Private clinics’ bigger role in Ontario won’t affect Nunavut: Main
The health secretary says GN will continue to provide services it currently offers through an agreement with its southern counterpart
Ontario’s plan to fund private clinics to provide public health services should not interfere with the specialized care Nunavummiut receives in that province, says Nunavut Minister of Health John Main.
The Ontario government announced Jan. 16 that it will expand and fund some services offered at private medical clinics to help reduce the backlog of hospital surgeries in the province.
The phased plan sees private clinics offering thousands more cataract surgeries, MRI and CT scans, and hip and knee replacements. The government intends to provide all services in private clinics by 2024 and return hospital surgery waiting times to pre-COVID-19 levels in a year.
Services augmented by the private clinics will be covered by Ontario residents’ provincial health insurance plan, said Hannah Jensen, a spokeswoman for Ontario Minister of Health Sylvia Jones.
Ontario’s plan comes as Canada’s prime ministers, including Nunavut Prime Minister PJ Akeeagok, are due to meet Prime Minister Justin Trudeau on February 7 to begin talks aimed at increasing the province’s state health coverage.
Some health experts like Dr. Nancy Whitmore, registrar and chief executive officer of the College of Physicians and Surgeons of Ontario, has criticized the Ontario government’s plan to use more private clinics.
Whitmore said her organization believes the move will exacerbate public health staffing shortages as professionals leave for jobs at private clinics.

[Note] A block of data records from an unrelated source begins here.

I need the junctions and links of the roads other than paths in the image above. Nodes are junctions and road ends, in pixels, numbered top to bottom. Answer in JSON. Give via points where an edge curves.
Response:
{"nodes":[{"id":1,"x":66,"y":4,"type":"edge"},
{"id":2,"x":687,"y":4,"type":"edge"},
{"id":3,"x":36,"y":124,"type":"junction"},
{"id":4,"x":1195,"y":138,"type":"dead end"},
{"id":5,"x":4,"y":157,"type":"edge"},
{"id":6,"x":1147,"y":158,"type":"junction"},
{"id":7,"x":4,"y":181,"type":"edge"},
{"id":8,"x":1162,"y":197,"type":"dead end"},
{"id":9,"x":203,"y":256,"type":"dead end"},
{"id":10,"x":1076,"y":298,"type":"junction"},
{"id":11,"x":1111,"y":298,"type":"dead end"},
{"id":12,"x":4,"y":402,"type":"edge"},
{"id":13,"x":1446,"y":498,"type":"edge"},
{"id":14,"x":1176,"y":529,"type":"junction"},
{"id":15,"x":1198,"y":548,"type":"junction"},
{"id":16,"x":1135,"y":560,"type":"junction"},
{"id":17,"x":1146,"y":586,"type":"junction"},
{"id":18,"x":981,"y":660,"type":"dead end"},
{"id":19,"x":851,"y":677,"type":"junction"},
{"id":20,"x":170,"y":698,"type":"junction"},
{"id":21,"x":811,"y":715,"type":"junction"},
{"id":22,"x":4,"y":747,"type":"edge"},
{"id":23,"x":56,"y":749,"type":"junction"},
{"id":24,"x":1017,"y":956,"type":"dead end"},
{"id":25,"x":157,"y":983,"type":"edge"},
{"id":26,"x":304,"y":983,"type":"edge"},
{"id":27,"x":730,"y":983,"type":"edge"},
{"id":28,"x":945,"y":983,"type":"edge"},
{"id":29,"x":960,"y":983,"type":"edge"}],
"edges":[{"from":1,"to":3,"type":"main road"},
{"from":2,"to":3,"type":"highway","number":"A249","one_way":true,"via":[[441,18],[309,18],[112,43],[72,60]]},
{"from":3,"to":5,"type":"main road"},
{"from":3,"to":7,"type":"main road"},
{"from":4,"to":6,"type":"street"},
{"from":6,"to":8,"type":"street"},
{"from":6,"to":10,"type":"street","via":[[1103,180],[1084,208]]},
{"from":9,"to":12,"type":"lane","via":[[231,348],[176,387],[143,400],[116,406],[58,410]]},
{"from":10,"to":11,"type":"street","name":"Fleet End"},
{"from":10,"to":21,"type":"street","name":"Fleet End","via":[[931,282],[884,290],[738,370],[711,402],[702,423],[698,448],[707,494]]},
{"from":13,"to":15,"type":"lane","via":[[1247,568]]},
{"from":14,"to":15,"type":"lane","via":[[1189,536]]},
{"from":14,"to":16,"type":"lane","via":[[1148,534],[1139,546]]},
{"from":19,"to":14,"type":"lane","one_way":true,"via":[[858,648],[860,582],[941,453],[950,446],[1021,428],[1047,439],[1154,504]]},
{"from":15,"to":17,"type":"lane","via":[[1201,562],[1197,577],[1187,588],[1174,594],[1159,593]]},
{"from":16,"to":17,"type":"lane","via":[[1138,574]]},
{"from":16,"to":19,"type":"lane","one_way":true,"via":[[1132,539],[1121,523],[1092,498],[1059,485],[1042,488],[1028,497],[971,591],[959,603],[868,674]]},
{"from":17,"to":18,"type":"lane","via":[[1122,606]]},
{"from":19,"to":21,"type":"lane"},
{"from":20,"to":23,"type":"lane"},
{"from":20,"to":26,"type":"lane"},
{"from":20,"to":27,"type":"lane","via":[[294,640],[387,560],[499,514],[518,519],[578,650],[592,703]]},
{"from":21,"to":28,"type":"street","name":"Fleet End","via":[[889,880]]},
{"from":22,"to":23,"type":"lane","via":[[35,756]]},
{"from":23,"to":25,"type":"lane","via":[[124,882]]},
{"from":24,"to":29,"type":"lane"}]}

In an interview with Nunatsiaq News, Main said that notwithstanding any privatization measures Ontario takes, the Nunavut government will continue to provide the insured services it currently provides to Nunavummiut who is receiving medical treatment in that province.
“It shouldn’t matter whether the entity conducting the procedures is public or private,” he said.
He said the job market for health professionals is competitive across Canada and Nunavut is looking at ways to make the area more attractive to these professionals.
The Ontario government did not consult Main on the province’s new health plan, he said.
However, because Nunavut relies on many services from Ontario, Main said his government will communicate with Ontario as needed.
“If we felt we had something to share with them, we wouldn’t hesitate to raise those concerns,” he said.
While Main said his government values the health services offered by its southern partners, the area is trying to establish more important health services in Nunavut.
“We’re always looking for ways to do more here,” he said.
A spokesman for Tungasuvvingat Inuit, a nonprofit organization that provides municipal support services to Ontario’s Inuit, declined to comment on the impact of Ontario’s health care changes on Inuit living in the province.
Larga Baffin, a boarding school for people traveling to Ottawa for medical procedures from the Qikiqtani area, was also contacted, but a spokesman was not available for comment.